_WORK TO BE COMPLETED_
Reproduce exactly, from the data that follows, the line with "Turn the roads", the line with "Digitize the connectivity", and every line that lies between them.

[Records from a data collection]
>>>>

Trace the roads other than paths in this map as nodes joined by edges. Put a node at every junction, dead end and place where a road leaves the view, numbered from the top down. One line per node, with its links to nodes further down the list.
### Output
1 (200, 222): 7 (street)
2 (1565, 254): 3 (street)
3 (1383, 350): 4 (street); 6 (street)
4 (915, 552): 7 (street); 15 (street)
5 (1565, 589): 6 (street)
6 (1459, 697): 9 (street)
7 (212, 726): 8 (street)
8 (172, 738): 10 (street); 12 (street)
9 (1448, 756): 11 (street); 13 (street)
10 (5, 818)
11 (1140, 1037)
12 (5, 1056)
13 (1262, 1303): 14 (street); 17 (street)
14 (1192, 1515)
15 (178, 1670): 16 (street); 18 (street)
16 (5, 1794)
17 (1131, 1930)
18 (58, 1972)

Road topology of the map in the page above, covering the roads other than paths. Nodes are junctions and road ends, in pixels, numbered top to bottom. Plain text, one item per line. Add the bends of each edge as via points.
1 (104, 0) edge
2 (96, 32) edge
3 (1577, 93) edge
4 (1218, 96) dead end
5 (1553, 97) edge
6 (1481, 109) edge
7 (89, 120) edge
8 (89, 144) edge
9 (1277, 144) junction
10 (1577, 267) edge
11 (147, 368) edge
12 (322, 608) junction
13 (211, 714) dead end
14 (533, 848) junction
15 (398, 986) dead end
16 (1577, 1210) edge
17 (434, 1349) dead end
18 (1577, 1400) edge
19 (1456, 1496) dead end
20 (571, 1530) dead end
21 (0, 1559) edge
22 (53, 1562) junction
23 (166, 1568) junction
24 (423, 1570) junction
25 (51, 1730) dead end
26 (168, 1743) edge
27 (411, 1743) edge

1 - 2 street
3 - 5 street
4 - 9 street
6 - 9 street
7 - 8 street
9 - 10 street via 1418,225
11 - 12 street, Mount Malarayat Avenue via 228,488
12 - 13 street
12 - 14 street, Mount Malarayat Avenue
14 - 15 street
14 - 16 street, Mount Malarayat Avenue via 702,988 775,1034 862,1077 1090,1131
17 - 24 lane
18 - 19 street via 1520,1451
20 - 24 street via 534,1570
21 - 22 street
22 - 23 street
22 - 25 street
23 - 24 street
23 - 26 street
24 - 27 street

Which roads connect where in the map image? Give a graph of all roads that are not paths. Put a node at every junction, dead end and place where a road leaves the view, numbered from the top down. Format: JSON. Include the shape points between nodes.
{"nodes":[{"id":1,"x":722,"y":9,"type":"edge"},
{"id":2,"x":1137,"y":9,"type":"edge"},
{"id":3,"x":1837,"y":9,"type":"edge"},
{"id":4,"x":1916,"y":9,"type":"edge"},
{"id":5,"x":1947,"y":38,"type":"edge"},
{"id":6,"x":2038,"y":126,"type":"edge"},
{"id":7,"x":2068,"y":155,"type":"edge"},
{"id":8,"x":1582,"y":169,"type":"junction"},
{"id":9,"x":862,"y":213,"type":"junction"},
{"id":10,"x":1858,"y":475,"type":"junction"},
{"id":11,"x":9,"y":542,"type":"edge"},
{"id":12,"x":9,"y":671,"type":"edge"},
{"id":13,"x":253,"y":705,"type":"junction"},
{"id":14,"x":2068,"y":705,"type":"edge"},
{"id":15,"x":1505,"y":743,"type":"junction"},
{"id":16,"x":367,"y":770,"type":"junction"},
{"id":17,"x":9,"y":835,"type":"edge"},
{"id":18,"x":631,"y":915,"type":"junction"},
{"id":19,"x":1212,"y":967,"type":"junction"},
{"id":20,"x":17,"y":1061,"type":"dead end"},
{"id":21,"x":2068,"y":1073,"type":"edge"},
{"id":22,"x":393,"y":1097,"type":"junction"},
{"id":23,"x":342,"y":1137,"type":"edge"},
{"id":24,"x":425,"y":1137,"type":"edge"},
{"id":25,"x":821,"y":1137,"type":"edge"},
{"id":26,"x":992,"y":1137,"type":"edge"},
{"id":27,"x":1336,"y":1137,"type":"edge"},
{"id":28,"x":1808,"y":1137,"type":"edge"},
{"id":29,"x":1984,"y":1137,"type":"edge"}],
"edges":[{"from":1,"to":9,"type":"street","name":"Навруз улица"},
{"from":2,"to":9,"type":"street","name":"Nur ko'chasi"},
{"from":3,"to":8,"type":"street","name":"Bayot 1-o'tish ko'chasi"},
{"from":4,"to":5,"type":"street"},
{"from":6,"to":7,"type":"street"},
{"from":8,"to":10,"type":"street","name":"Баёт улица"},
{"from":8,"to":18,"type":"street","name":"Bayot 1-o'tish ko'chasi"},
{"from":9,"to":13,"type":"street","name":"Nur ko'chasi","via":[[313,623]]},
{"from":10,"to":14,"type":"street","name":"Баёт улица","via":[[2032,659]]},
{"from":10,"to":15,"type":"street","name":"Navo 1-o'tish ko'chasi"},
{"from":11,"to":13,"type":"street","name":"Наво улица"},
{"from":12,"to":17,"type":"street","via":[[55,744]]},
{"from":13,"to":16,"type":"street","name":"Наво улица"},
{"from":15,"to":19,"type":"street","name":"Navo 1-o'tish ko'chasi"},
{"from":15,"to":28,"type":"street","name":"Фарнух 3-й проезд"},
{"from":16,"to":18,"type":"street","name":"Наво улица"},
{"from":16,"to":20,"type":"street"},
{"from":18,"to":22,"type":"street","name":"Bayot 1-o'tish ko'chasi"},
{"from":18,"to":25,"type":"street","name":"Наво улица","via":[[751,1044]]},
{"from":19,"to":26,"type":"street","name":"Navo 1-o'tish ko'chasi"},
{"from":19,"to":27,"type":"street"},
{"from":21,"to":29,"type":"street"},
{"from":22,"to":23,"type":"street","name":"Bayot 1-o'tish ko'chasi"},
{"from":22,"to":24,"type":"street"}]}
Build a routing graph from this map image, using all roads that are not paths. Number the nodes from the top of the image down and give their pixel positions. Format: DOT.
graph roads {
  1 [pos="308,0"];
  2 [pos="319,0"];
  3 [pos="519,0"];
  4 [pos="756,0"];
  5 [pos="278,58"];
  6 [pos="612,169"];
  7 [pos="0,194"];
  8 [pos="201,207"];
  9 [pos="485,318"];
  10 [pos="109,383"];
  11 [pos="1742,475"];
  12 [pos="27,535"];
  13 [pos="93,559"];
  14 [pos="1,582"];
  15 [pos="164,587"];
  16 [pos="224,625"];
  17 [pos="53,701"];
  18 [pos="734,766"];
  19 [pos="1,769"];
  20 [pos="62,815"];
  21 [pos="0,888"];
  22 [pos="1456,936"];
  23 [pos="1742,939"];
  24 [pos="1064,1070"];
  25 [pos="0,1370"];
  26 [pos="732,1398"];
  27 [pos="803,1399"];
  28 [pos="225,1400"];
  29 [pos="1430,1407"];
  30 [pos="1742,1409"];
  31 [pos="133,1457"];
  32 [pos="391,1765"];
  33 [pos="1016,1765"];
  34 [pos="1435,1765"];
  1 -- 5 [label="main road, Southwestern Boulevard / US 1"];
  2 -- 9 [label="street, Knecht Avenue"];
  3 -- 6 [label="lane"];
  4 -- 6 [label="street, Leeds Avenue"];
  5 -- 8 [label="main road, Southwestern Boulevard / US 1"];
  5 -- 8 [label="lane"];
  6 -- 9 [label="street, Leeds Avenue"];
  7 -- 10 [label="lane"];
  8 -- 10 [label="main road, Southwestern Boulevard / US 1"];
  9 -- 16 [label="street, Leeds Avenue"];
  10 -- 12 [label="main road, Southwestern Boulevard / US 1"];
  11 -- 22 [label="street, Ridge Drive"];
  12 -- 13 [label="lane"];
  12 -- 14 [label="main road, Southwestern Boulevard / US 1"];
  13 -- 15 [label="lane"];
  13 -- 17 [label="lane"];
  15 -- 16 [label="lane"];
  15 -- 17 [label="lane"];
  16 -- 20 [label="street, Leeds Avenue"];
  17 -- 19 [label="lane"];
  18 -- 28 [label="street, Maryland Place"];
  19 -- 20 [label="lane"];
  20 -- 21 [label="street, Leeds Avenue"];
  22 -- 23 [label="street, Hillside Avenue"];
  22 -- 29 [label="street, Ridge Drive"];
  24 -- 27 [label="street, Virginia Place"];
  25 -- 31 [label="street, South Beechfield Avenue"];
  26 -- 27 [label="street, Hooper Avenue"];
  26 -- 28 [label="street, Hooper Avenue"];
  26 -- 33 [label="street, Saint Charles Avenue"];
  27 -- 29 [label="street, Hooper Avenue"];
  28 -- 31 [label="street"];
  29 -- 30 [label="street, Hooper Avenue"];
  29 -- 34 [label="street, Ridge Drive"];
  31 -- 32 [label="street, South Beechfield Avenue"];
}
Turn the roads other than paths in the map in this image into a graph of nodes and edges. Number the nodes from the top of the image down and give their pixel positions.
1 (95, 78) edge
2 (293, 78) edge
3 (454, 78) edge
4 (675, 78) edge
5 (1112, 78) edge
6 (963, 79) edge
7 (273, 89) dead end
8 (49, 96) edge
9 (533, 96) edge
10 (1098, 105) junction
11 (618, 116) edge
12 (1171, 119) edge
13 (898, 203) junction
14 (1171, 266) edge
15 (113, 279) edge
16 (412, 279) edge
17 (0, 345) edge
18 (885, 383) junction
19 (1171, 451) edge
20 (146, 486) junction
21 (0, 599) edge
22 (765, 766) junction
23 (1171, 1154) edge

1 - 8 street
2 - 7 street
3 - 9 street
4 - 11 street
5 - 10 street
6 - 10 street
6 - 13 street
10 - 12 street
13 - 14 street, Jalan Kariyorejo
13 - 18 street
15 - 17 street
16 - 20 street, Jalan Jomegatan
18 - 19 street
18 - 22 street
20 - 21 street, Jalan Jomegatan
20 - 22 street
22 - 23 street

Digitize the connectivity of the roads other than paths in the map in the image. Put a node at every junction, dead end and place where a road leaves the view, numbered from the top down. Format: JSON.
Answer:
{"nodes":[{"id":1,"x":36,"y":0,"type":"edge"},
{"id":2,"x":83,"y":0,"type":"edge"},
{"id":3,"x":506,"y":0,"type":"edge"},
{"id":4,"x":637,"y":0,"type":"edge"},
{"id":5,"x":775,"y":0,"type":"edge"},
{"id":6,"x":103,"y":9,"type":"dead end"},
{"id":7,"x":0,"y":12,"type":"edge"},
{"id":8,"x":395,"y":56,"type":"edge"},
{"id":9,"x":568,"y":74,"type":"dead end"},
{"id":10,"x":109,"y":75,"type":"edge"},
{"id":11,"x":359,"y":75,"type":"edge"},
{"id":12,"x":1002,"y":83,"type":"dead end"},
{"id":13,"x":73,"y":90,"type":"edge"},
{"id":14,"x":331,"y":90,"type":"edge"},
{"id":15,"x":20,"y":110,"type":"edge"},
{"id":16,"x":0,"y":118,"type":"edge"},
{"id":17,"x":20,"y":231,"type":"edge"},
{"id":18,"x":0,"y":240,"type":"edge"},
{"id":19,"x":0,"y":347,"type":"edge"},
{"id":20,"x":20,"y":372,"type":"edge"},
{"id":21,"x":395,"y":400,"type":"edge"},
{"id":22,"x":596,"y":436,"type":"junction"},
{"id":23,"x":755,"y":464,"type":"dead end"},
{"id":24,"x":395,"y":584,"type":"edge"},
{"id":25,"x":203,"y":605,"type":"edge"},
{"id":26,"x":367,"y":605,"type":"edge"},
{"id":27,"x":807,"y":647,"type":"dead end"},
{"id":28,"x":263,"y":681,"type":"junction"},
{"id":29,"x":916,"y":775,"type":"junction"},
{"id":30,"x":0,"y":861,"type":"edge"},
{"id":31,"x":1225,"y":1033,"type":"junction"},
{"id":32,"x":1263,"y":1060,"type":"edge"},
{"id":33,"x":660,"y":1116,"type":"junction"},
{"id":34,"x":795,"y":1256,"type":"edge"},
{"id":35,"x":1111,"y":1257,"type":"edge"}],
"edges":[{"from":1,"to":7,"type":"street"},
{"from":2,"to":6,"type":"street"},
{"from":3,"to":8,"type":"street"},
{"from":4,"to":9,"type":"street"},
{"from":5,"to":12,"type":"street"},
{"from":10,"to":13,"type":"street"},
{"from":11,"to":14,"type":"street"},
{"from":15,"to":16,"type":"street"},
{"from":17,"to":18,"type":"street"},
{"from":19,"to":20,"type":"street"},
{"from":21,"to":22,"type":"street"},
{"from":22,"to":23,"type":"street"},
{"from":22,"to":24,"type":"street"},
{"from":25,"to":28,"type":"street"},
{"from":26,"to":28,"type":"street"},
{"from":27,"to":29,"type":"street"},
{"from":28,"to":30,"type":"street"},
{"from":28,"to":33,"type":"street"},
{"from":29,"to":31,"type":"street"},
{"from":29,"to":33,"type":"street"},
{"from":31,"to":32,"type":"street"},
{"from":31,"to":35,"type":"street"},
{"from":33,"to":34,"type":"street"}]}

<<<<

_REPLY_
Turn the roads other than paths in the map in this image into a graph of nodes and edges. Number the nodes from the top of the image down and give their pixel positions.
1 (95, 78) edge
2 (293, 78) edge
3 (454, 78) edge
4 (675, 78) edge
5 (1112, 78) edge
6 (963, 79) edge
7 (273, 89) dead end
8 (49, 96) edge
9 (533, 96) edge
10 (1098, 105) junction
11 (618, 116) edge
12 (1171, 119) edge
13 (898, 203) junction
14 (1171, 266) edge
15 (113, 279) edge
16 (412, 279) edge
17 (0, 345) edge
18 (885, 383) junction
19 (1171, 451) edge
20 (146, 486) junction
21 (0, 599) edge
22 (765, 766) junction
23 (1171, 1154) edge

1 - 8 street
2 - 7 street
3 - 9 street
4 - 11 street
5 - 10 street
6 - 10 street
6 - 13 street
10 - 12 street
13 - 14 street, Jalan Kariyorejo
13 - 18 street
15 - 17 street
16 - 20 street, Jalan Jomegatan
18 - 19 street
18 - 22 street
20 - 21 street, Jalan Jomegatan
20 - 22 street
22 - 23 street

Digitize the connectivity of the roads other than paths in the map in the image. Put a node at every junction, dead end and place where a road leaves the view, numbered from the top down. Format: JSON.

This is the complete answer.